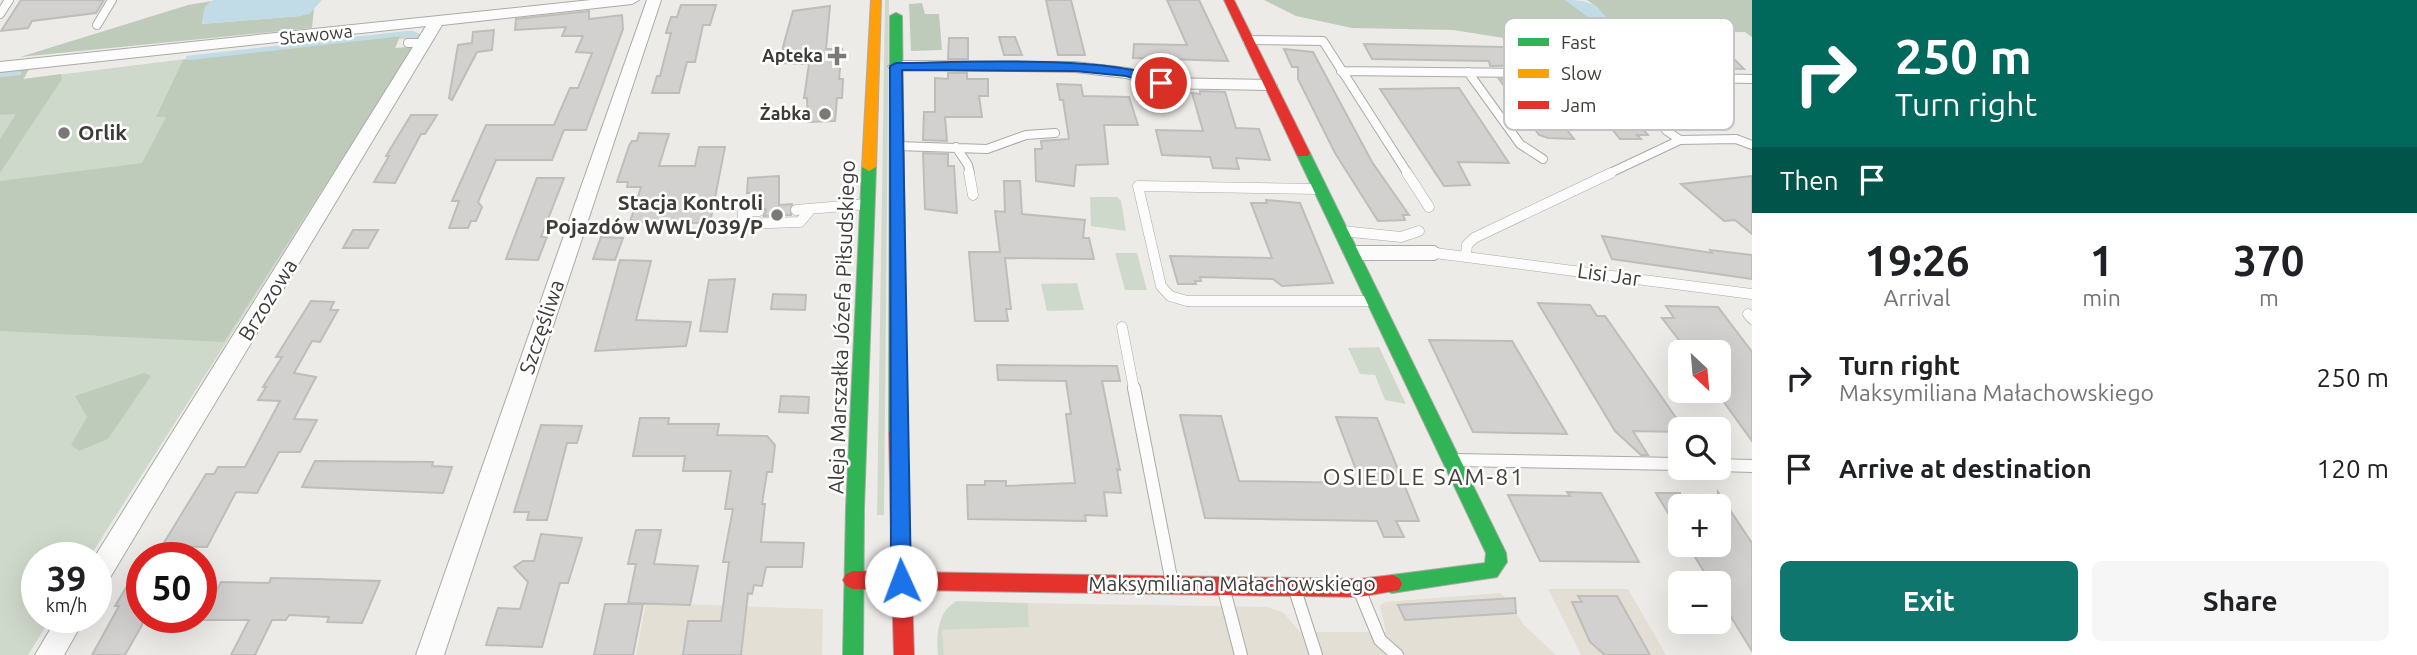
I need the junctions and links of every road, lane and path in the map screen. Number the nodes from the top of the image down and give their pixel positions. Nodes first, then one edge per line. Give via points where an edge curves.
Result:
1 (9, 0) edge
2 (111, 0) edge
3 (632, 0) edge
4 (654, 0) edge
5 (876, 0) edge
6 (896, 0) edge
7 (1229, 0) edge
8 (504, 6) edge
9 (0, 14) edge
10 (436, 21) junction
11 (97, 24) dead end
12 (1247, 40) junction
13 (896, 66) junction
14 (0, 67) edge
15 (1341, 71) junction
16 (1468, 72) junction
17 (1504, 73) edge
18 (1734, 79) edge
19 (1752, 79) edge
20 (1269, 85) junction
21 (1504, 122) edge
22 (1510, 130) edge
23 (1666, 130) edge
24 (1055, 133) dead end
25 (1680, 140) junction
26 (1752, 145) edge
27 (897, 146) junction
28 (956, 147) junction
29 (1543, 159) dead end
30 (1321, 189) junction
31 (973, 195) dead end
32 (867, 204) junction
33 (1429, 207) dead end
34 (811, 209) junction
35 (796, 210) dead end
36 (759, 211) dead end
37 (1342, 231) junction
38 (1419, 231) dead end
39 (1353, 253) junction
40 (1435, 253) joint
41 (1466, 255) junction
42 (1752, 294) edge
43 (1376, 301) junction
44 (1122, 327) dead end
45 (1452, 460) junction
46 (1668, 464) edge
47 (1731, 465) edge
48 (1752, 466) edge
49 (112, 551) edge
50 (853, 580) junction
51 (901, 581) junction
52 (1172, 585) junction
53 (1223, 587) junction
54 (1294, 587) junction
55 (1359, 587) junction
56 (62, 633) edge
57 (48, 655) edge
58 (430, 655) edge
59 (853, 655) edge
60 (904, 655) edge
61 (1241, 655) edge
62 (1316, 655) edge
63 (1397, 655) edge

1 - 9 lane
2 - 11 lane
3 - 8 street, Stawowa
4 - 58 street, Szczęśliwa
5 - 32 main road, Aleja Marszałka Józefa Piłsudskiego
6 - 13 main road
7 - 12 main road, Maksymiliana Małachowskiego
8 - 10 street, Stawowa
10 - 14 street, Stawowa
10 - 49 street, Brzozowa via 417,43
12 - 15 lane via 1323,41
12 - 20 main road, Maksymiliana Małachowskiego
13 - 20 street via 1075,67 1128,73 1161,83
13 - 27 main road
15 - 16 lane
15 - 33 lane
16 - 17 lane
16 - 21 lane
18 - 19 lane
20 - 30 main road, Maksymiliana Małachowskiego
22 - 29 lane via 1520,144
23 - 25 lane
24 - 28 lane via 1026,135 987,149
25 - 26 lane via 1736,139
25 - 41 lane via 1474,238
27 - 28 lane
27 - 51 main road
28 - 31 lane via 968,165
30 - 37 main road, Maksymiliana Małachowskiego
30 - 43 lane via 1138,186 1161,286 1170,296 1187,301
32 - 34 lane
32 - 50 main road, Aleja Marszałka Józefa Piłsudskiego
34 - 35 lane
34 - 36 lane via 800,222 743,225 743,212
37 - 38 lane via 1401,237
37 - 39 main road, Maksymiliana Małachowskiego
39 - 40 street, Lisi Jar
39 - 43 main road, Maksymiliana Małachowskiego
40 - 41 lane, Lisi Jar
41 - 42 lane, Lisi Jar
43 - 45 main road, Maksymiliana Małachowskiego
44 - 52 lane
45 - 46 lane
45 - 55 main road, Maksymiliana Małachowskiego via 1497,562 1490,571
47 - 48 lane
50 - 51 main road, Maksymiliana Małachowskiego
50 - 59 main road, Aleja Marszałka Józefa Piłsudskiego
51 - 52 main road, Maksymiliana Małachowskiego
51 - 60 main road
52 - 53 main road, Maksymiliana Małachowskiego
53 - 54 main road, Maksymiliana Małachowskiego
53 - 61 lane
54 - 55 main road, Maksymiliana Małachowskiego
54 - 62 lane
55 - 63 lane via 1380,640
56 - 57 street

Task to carry out —
Read the lines above. Gather those in which the string "Piłsudskiego" is found.

Your solution —
5 - 32 main road, Aleja Marszałka Józefa Piłsudskiego
32 - 50 main road, Aleja Marszałka Józefa Piłsudskiego
50 - 59 main road, Aleja Marszałka Józefa Piłsudskiego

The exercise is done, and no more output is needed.